As required by the Companies (Auditor''s Report) Order, 2003 as amended
by the Companies Auditor''s (Amendment) Order, 2004 (the "Order"),
issued by the Central government of India in terms of sub-section (4A)
of section 227 of the Companies Act, 1956 (the "Act"), We file the
Annexure A statement on the matters specified in paragraphs 4 and 5 of
the said Order.
Further to our comments in the Annexure referred to above, we report
that:
i. We have obtained all the information and explanations, which to the
best of our knowledge and belief, were necessary for the purpose of Our
audit;
ii. In our opinion, proper books of account, as required by law, have
been kept by the Company so far as it appears from our examination of
these books;
iii. The attached Balance Sheet and Profit& Loss Account are in
agreement with the books of account;
4. In our opinion, the Profit & Loss Account and Balance Sheet comply,
in all material respects, with the Accounting Standards referred to in
sub-section (3C) of section 211 of the Companies Act, 1956.
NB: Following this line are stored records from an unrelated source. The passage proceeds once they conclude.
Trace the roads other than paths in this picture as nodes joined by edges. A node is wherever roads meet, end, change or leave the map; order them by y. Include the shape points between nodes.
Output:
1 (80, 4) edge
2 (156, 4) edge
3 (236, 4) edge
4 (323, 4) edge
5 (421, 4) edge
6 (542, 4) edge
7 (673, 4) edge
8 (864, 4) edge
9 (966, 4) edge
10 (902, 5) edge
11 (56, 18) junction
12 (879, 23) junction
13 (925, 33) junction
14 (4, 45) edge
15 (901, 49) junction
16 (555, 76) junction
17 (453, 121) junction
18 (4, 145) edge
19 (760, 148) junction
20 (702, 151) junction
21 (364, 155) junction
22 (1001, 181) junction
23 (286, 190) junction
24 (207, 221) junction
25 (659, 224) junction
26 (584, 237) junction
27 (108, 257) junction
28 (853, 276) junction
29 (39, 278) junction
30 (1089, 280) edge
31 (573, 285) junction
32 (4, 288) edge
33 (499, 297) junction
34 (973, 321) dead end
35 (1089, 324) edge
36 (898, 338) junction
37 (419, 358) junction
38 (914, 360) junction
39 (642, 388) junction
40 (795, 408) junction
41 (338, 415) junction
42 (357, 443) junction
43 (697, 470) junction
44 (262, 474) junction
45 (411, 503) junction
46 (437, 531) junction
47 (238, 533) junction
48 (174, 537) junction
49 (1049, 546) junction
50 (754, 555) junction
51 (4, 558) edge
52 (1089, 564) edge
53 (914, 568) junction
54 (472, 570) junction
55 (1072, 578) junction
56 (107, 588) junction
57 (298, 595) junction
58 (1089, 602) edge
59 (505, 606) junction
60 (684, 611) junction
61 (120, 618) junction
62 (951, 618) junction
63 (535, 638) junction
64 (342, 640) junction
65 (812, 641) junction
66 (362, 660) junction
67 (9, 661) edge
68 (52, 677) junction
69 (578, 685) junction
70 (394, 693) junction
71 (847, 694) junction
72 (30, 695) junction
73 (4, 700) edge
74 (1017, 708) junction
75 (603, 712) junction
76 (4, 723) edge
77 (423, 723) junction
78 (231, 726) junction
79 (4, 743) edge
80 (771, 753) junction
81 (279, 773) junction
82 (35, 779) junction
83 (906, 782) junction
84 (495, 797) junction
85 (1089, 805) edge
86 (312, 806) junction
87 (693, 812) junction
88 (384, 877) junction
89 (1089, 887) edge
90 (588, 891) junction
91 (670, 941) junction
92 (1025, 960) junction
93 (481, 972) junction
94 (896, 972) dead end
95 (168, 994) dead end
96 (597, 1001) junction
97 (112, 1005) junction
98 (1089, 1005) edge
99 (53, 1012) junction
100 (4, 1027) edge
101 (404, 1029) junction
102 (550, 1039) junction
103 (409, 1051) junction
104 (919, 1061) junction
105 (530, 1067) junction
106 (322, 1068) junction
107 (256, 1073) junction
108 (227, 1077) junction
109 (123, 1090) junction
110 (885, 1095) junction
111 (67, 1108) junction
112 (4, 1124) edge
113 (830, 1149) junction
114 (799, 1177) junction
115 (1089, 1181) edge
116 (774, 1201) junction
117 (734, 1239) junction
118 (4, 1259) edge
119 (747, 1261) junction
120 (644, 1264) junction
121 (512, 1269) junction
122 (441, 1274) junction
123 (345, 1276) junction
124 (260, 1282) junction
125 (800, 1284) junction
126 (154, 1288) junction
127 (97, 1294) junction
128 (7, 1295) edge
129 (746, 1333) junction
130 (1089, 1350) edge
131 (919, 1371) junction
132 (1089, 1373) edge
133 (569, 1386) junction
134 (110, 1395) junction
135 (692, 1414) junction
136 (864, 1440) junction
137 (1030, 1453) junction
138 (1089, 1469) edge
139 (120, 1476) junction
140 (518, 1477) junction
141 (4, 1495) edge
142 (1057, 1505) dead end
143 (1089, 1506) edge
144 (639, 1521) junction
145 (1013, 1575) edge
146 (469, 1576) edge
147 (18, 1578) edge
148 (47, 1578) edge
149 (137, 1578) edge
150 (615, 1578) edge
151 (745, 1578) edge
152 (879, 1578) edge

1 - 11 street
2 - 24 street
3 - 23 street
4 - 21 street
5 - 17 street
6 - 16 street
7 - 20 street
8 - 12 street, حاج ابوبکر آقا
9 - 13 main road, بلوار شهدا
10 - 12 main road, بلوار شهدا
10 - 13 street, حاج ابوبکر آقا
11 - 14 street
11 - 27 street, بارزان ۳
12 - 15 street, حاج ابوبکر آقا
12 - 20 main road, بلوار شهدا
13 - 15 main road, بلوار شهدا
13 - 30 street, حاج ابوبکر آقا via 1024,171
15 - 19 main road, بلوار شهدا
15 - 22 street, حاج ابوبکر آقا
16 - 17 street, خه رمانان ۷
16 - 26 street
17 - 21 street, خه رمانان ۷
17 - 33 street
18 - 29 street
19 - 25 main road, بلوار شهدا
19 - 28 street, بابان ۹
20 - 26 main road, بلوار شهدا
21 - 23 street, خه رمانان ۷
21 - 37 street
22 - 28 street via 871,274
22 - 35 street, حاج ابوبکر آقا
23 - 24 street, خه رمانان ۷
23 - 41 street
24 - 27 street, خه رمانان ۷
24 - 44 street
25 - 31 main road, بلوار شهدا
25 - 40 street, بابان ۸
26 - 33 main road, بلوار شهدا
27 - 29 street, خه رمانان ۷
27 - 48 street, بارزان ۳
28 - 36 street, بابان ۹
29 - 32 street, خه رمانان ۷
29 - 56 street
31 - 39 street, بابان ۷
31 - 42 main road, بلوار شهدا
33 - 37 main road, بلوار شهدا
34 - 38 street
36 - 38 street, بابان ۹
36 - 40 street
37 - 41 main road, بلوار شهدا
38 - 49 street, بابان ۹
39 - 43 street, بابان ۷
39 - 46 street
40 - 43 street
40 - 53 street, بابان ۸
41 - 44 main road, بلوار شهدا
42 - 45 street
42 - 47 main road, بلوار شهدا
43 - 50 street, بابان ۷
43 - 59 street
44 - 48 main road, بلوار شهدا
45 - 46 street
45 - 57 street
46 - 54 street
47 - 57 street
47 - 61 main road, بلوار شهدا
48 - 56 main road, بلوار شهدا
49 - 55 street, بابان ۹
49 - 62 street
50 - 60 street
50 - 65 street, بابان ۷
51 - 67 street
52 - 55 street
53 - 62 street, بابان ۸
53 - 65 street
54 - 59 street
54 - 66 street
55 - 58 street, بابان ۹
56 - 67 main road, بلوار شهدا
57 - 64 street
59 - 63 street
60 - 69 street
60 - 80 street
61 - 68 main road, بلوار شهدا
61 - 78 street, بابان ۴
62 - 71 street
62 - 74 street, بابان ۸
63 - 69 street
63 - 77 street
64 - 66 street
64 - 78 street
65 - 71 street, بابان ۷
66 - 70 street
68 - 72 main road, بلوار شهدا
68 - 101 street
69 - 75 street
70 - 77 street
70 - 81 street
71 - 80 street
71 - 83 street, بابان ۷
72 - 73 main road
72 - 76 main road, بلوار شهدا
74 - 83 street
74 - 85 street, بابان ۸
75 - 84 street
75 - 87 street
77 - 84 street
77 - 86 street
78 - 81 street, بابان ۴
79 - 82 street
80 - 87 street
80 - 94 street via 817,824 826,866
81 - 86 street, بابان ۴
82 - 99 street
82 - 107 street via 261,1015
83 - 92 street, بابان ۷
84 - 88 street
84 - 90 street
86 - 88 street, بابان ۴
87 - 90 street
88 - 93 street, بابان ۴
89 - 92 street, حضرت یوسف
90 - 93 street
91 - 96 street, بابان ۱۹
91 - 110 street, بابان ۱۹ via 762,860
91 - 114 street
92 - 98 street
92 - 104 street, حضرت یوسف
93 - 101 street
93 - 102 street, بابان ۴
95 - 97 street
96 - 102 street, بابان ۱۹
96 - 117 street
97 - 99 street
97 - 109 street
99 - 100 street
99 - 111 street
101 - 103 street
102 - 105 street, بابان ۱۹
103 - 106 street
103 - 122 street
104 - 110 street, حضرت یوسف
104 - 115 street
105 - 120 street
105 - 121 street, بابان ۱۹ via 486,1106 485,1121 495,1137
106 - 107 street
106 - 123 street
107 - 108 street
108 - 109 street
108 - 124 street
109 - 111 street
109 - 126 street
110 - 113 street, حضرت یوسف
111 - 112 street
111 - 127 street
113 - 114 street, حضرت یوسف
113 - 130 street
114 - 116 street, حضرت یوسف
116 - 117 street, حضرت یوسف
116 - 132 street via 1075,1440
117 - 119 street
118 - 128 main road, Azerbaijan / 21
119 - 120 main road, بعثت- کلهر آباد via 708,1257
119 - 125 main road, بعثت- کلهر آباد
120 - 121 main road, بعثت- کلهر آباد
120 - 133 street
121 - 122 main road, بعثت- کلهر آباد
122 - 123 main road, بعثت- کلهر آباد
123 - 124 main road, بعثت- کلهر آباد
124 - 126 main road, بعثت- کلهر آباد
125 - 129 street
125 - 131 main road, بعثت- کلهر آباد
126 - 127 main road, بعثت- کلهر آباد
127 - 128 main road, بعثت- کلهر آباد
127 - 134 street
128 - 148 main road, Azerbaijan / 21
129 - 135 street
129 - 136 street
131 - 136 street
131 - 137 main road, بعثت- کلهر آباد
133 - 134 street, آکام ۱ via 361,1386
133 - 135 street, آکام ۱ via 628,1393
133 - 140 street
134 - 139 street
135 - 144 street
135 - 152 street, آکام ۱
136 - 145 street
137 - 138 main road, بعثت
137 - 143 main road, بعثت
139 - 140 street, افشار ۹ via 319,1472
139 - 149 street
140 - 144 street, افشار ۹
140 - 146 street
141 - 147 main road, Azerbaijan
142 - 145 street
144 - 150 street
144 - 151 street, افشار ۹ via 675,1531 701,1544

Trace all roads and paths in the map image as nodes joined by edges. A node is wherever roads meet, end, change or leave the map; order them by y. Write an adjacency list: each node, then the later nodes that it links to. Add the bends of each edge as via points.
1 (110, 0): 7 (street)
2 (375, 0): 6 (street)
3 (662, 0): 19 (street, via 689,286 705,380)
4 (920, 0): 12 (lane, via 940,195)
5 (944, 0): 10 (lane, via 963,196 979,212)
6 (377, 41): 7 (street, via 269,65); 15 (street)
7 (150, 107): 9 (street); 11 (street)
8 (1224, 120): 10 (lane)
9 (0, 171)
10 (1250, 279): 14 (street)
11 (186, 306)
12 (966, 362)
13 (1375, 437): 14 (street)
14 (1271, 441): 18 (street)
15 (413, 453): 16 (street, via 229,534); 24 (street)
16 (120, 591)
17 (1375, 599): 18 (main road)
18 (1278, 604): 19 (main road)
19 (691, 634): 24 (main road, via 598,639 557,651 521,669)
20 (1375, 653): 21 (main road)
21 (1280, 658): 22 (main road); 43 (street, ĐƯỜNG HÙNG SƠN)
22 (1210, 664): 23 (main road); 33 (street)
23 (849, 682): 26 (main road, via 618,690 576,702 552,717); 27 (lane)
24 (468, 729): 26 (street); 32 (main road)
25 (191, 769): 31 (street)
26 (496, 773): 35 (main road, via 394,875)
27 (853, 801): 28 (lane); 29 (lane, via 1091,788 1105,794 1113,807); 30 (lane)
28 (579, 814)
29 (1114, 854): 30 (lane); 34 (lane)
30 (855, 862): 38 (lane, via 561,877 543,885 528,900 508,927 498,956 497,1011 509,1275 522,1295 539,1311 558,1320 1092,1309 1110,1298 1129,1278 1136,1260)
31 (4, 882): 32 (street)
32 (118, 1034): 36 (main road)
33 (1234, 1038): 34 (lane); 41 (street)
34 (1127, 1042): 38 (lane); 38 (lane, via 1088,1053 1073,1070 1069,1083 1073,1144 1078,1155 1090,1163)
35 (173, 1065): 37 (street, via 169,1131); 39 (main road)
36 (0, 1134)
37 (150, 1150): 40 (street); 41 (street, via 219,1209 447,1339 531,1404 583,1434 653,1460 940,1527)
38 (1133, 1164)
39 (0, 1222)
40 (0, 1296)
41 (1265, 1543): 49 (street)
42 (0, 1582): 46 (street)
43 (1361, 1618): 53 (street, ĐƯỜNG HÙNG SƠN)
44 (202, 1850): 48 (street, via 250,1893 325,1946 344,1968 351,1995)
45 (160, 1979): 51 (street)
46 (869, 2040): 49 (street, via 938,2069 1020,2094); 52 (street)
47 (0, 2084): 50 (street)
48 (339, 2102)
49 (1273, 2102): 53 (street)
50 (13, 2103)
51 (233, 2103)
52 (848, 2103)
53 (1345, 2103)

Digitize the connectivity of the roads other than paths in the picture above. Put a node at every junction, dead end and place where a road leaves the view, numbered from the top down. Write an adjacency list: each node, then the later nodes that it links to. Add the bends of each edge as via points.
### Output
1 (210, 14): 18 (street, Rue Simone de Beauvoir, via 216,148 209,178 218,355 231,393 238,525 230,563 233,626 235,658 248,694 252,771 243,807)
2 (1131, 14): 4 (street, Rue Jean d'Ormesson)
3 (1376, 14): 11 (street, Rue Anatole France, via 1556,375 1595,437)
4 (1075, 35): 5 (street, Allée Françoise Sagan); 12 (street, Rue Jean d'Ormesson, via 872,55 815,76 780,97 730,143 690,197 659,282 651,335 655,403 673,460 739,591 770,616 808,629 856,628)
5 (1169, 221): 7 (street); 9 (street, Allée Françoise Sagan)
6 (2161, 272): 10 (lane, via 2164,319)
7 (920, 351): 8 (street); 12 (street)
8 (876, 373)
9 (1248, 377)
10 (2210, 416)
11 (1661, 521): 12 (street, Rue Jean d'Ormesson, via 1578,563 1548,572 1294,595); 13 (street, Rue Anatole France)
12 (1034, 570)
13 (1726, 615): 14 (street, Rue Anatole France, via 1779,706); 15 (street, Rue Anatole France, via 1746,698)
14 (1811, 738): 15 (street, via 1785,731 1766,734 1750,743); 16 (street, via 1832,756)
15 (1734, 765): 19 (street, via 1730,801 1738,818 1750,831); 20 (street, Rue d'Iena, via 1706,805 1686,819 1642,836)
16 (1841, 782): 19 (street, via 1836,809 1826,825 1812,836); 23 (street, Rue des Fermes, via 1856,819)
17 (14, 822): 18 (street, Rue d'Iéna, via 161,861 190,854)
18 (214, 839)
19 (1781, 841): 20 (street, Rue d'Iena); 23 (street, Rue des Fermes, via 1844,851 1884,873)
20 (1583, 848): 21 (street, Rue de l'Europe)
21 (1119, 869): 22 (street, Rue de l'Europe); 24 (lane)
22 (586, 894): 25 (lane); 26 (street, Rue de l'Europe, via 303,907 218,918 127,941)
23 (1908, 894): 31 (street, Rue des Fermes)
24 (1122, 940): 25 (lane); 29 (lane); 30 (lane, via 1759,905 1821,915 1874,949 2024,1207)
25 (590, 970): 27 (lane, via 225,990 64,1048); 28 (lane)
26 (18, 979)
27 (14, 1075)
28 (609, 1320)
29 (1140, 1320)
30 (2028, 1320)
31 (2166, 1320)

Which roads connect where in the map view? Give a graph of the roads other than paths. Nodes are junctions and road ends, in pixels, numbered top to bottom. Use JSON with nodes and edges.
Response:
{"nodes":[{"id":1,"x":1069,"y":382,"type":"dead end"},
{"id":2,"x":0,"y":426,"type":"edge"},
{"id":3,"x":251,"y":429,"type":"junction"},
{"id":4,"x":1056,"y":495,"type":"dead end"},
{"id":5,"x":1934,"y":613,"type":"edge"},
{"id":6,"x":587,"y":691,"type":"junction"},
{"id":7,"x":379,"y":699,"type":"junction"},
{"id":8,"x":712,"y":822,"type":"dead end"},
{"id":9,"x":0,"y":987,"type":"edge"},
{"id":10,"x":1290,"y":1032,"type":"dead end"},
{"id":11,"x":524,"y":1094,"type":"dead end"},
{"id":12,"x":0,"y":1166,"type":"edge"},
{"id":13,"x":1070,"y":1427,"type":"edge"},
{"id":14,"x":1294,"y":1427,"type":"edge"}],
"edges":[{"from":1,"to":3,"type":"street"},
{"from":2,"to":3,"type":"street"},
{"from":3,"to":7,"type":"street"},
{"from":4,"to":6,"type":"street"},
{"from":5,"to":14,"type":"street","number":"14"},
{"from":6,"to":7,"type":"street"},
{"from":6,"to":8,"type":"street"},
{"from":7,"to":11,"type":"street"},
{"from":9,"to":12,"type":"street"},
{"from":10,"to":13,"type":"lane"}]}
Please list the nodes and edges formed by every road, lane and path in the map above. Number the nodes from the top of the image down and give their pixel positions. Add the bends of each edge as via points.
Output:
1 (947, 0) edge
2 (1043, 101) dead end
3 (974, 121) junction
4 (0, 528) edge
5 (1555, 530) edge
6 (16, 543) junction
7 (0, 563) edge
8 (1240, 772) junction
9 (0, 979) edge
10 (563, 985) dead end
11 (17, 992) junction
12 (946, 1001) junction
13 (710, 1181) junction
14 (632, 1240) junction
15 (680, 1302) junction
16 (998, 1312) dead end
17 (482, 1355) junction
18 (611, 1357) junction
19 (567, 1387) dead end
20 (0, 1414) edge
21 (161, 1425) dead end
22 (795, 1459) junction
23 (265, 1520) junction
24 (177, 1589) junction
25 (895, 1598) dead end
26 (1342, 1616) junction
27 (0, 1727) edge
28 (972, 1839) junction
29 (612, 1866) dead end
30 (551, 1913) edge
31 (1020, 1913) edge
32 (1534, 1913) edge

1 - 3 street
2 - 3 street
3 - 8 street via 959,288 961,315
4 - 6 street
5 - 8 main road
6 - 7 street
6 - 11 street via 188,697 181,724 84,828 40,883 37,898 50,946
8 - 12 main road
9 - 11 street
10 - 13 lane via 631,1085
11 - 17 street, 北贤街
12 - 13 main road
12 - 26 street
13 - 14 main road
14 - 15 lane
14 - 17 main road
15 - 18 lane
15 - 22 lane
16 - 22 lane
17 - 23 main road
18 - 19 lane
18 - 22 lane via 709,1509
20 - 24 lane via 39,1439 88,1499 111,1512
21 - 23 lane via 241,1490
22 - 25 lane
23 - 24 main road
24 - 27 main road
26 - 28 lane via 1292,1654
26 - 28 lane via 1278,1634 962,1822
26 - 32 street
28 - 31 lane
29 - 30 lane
5. On the basis of the confirmation received from the directors, and
taken on record by the Board of Directors we report that none of the
directors is disqualified as on 31st March, 2013 from being appointed
as director in terms of clause (g) of sub-section (1) of section 274 of
the Companies Act, 1956
6. In our opinion and best of our information and according to the
explanations given to us, the said accounts together with the schedule
and read with the notes thereon give the information as required by the
Companies Act, 1956 I the manner as required by the said Act and give a
true and fair view:
A) In case of Balance Sheet company at 31st March, 2013
B) In the case of Profit & Loss Account Profit of the Company for the
year ended on that date.
Annexure to the auditors'' report of even date to the members of Sheel
International Limited on the financial statements for the year ended
March 31, 2013.
Based upon the audit procedures performed for the purpose of reporting
the true and fair view of the financial statements and in terms of the
information and explanations given to us and the books and records
examined by us in the normal course of audit, we report that;
i) a) The Company has not maintained proper records showing full
particulars including quantitative details and situation of fixed
assets on the basis of available information.
b) As explained to us, the management of Company has physically
verified the fixed assets in a reasonable manner during the year.
c) No Fixed Asset is disposed during the year.
ii) a) There is no inventory at the end of the year.
b) The Company has maintained proper records of inventory during the
year but there is no inventory at the end of year.
iii) The Company has maintained register under section 301 of the
companies Act, 1956, and there were no contract during the year. And
Other clause (b) to (e) is not applicable
(iv) In our opinion, there are adequate internal control systems
commensurate with the size of the Company and the nature of its
business, for the fixed assets and for the sale of services. During
the course of our audit, no major weakness has been noticed in the
internal controls in respect of these areas.
(v) According to the information and explanation given to us, there was
no transaction taken place during the year with any party covered under
section 301 of the Companies Act.
(vi) According to the information and explanation given to us, the
company has not accepted deposit from public during the year under
audit.
(vii) According to the information and explanation given to us, the
company has not having any internal audit system.
(viii) According to the information and explanation given to us, the
Central Government has not prescribed maintenance of cost records under
clause (d) of sub-section (1) of section 209 of the Companies Act, 1956
by the Company.
(ix) The Company has following dues payable in respect of income tax
dues for the various assessment year which are as under
- Rs. 7,46,000/- for the A.Y. 1996-97
- Rs. 87,137/- for the A.Y. 1997-98
- Rs. 9,49,589/- for the A.Y. 1998-99
- Rs. 1,40,215/- for the A.Y. 1998-99(TDS)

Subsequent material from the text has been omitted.